BRIEF:
Would you transcribe the listing that follows word for word, skipping pictures?

─── INFORMATION

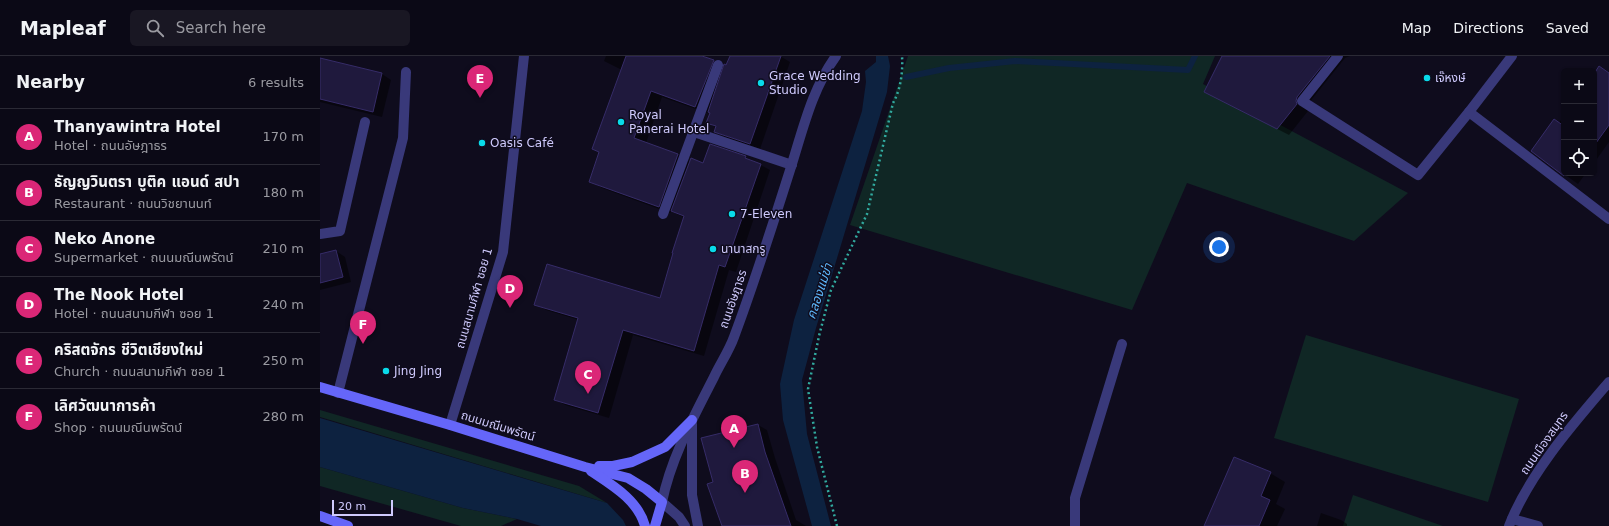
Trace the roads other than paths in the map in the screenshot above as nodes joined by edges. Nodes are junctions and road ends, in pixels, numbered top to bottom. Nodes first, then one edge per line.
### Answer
1 (524, 56) edge
2 (836, 56) edge
3 (1338, 56) edge
4 (1512, 56) edge
5 (718, 65) dead end
6 (406, 72) dead end
7 (1469, 112) junction
8 (365, 122) dead end
9 (694, 132) junction
10 (792, 164) junction
11 (663, 214) dead end
12 (1609, 219) edge
13 (320, 234) edge
14 (1122, 344) dead end
15 (1609, 382) edge
16 (320, 387) edge
17 (338, 393) junction
18 (692, 420) junction
19 (450, 425) junction
20 (585, 467) junction
21 (662, 502) junction
22 (320, 516) edge
23 (1510, 523) edge
24 (348, 526) edge
25 (644, 526) edge
26 (655, 526) edge
27 (685, 526) edge
28 (698, 526) edge
29 (1075, 526) edge
30 (1538, 526) edge

1 - 19 street, ถนนสนามกีฬา ซอย 1
2 - 10 street, ถนนอัษฎาธร
3 - 7 street
4 - 7 street
5 - 9 street
6 - 17 street
7 - 12 street
8 - 13 street
9 - 10 street
9 - 11 street
10 - 18 street, ถนนอัษฎาธร
14 - 29 street
15 - 23 street, ถนนเมืองสมุทร
16 - 17 main road, ถนนมณีนพรัตน์
17 - 19 main road, ถนนมณีนพรัตน์
18 - 20 main road
18 - 21 street, ถนนอัษฎาธร
18 - 28 street
19 - 20 main road, ถนนมณีนพรัตน์
20 - 21 main road, ถนนมณีนพรัตน์
20 - 25 main road
21 - 26 main road
21 - 27 street
22 - 24 main road
23 - 30 street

──────

TASK RESPONSE:
Trace the roads other than paths in the map in the screenshot above as nodes joined by edges. Nodes are junctions and road ends, in pixels, numbered top to bottom. Nodes first, then one edge per line.
### Answer
1 (524, 56) edge
2 (836, 56) edge
3 (1338, 56) edge
4 (1512, 56) edge
5 (718, 65) dead end
6 (406, 72) dead end
7 (1469, 112) junction
8 (365, 122) dead end
9 (694, 132) junction
10 (792, 164) junction
11 (663, 214) dead end
12 (1609, 219) edge
13 (320, 234) edge
14 (1122, 344) dead end
15 (1609, 382) edge
16 (320, 387) edge
17 (338, 393) junction
18 (692, 420) junction
19 (450, 425) junction
20 (585, 467) junction
21 (662, 502) junction
22 (320, 516) edge
23 (1510, 523) edge
24 (348, 526) edge
25 (644, 526) edge
26 (655, 526) edge
27 (685, 526) edge
28 (698, 526) edge
29 (1075, 526) edge
30 (1538, 526) edge

1 - 19 street, ถนนสนามกีฬา ซอย 1
2 - 10 street, ถนนอัษฎาธร
3 - 7 street
4 - 7 street
5 - 9 street
6 - 17 street
7 - 12 street
8 - 13 street
9 - 10 street
9 - 11 street
10 - 18 street, ถนนอัษฎาธร
14 - 29 street
15 - 23 street, ถนนเมืองสมุทร
16 - 17 main road, ถนนมณีนพรัตน์
17 - 19 main road, ถนนมณีนพรัตน์
18 - 20 main road
18 - 21 street, ถนนอัษฎาธร
18 - 28 street
19 - 20 main road, ถนนมณีนพรัตน์
20 - 21 main road, ถนนมณีนพรัตน์
20 - 25 main road
21 - 26 main road
21 - 27 street
22 - 24 main road
23 - 30 street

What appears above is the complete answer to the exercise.